Originally published in SLAM 42
The 6th Man: The most frightening moment I have ever experienced in an NBA arena occurred earlier this season, in New Jersey. And no, I wasn’t watching Big Gheorghe in the layup line or assistant coach Jim Lynam almost catch fire due to some faulty fireworks (true story). It was late in the first quarter of a meaningless game against—well, it was meaningless, OK? And as I looked across the court, I saw Tony Soprano sitting all hunched over in the front row, looking kinda morose. For the briefest of moments—before I remembered that The Sopranos is a TV show and Tony Soprano is really a character actor named James Gandolfini and that maybe he was miserable because he was at a Nets game and not at an awards show collecting prizes like 11-year-olds collect Pokémon cards—I thought he was there to whack Nets’ head coach Don Casey. That was scary.
The second-most frightening moment I have ever experienced in an NBA arena is a tie between all the times I’ve ever seen Allen Iverson play. Without fail, there will come a time in the game when the jumper isn’t falling, or he sees a seam in the defense, and he lays that crossover on some poor schlub and darts into the lane. Then, there is the inevitable slowing of time, the silence, like the one that precedes a particularly bad car wreck. Then there is the contact—WHACK!—as AI gets squashed like a bug, somehow using one of his long arms and big hands to snake the ball into the hoop. There is, of course, no whistle, and Iverson peels himself off the floor to get back on defense. Repeat.
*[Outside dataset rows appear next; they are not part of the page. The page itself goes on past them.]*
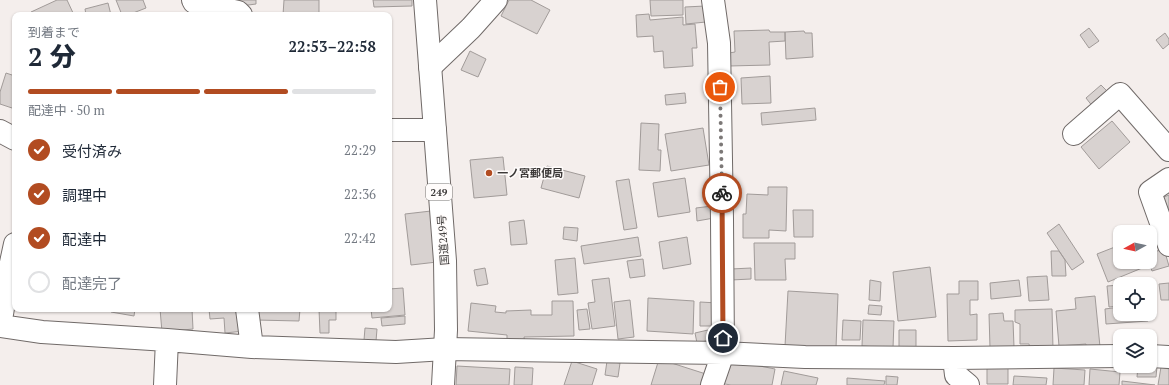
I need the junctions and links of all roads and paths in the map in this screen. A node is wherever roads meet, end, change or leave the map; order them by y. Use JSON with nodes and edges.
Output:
{"nodes":[{"id":1,"x":193,"y":0,"type":"edge"},
{"id":2,"x":425,"y":0,"type":"edge"},
{"id":3,"x":496,"y":0,"type":"edge"},
{"id":4,"x":713,"y":0,"type":"edge"},
{"id":5,"x":238,"y":12,"type":"edge"},
{"id":6,"x":430,"y":67,"type":"junction"},
{"id":7,"x":392,"y":130,"type":"edge"},
{"id":8,"x":435,"y":130,"type":"junction"},
{"id":9,"x":0,"y":131,"type":"edge"},
{"id":10,"x":1074,"y":134,"type":"dead end"},
{"id":11,"x":12,"y":137,"type":"edge"},
{"id":12,"x":1169,"y":150,"type":"edge"},
{"id":13,"x":1169,"y":178,"type":"edge"},
{"id":14,"x":1169,"y":245,"type":"edge"},
{"id":15,"x":12,"y":258,"type":"edge"},
{"id":16,"x":247,"y":312,"type":"edge"},
{"id":17,"x":0,"y":326,"type":"edge"},
{"id":18,"x":167,"y":340,"type":"junction"},
{"id":19,"x":252,"y":347,"type":"junction"},
{"id":20,"x":444,"y":349,"type":"junction"},
{"id":21,"x":723,"y":353,"type":"junction"},
{"id":22,"x":1113,"y":356,"type":"edge"},
{"id":23,"x":1157,"y":356,"type":"edge"},
{"id":24,"x":1169,"y":357,"type":"edge"},
{"id":25,"x":954,"y":358,"type":"junction"},
{"id":26,"x":165,"y":385,"type":"edge"},
{"id":27,"x":443,"y":385,"type":"edge"},
{"id":28,"x":712,"y":385,"type":"edge"},
{"id":29,"x":968,"y":385,"type":"edge"}],
"edges":[{"from":1,"to":5,"type":"main road"},
{"from":2,"to":6,"type":"main road","name":"国道249号","number":"249"},
{"from":3,"to":6,"type":"main road"},
{"from":4,"to":21,"type":"main road"},
{"from":6,"to":8,"type":"main road","name":"国道249号","number":"249"},
{"from":7,"to":8,"type":"main road"},
{"from":8,"to":20,"type":"main road","name":"国道249号","number":"249"},
{"from":9,"to":11,"type":"main road"},
{"from":10,"to":12,"type":"main road"},
{"from":13,"to":14,"type":"main road"},
{"from":15,"to":17,"type":"main road"},
{"from":16,"to":19,"type":"main road"},
{"from":17,"to":18,"type":"main road"},
{"from":18,"to":19,"type":"main road"},
{"from":18,"to":26,"type":"main road"},
{"from":19,"to":20,"type":"main road"},
{"from":20,"to":21,"type":"main road"},
{"from":20,"to":27,"type":"main road","name":"国道249号","number":"249"},
{"from":21,"to":25,"type":"main road"},
{"from":21,"to":28,"type":"main road"},
{"from":22,"to":25,"type":"main road"},
{"from":23,"to":24,"type":"main road"},
{"from":25,"to":29,"type":"main road"}]}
Then there is the inevitable locker room scene, when—on difficult nights—he doesn’t want to talk. Reasonable. After a bad day at work, you don’t want to talk about it. So writers trot out the usual negative clichés and stories—stuff that should have been buried last year, when he led the League in scoring and the Sixers to a first-round playoff win. The same thing he’s on pace to do this year.
On the flip side, you’ve got Jason Kidd. Always willing to talk, even after a horrible night, like the one that saw him take an 0-fer from the field against the Knicks. Looks to dish first, shoot later. Not better, just different. Two halves to a whole backcourt. It ain’t gonna happen, but could you imagine? Even for one game?
Now that’s scary.
Peace,
Russ Bengtson
P.S. The photo above portrays my third-most frightening NBA experience. Ouch.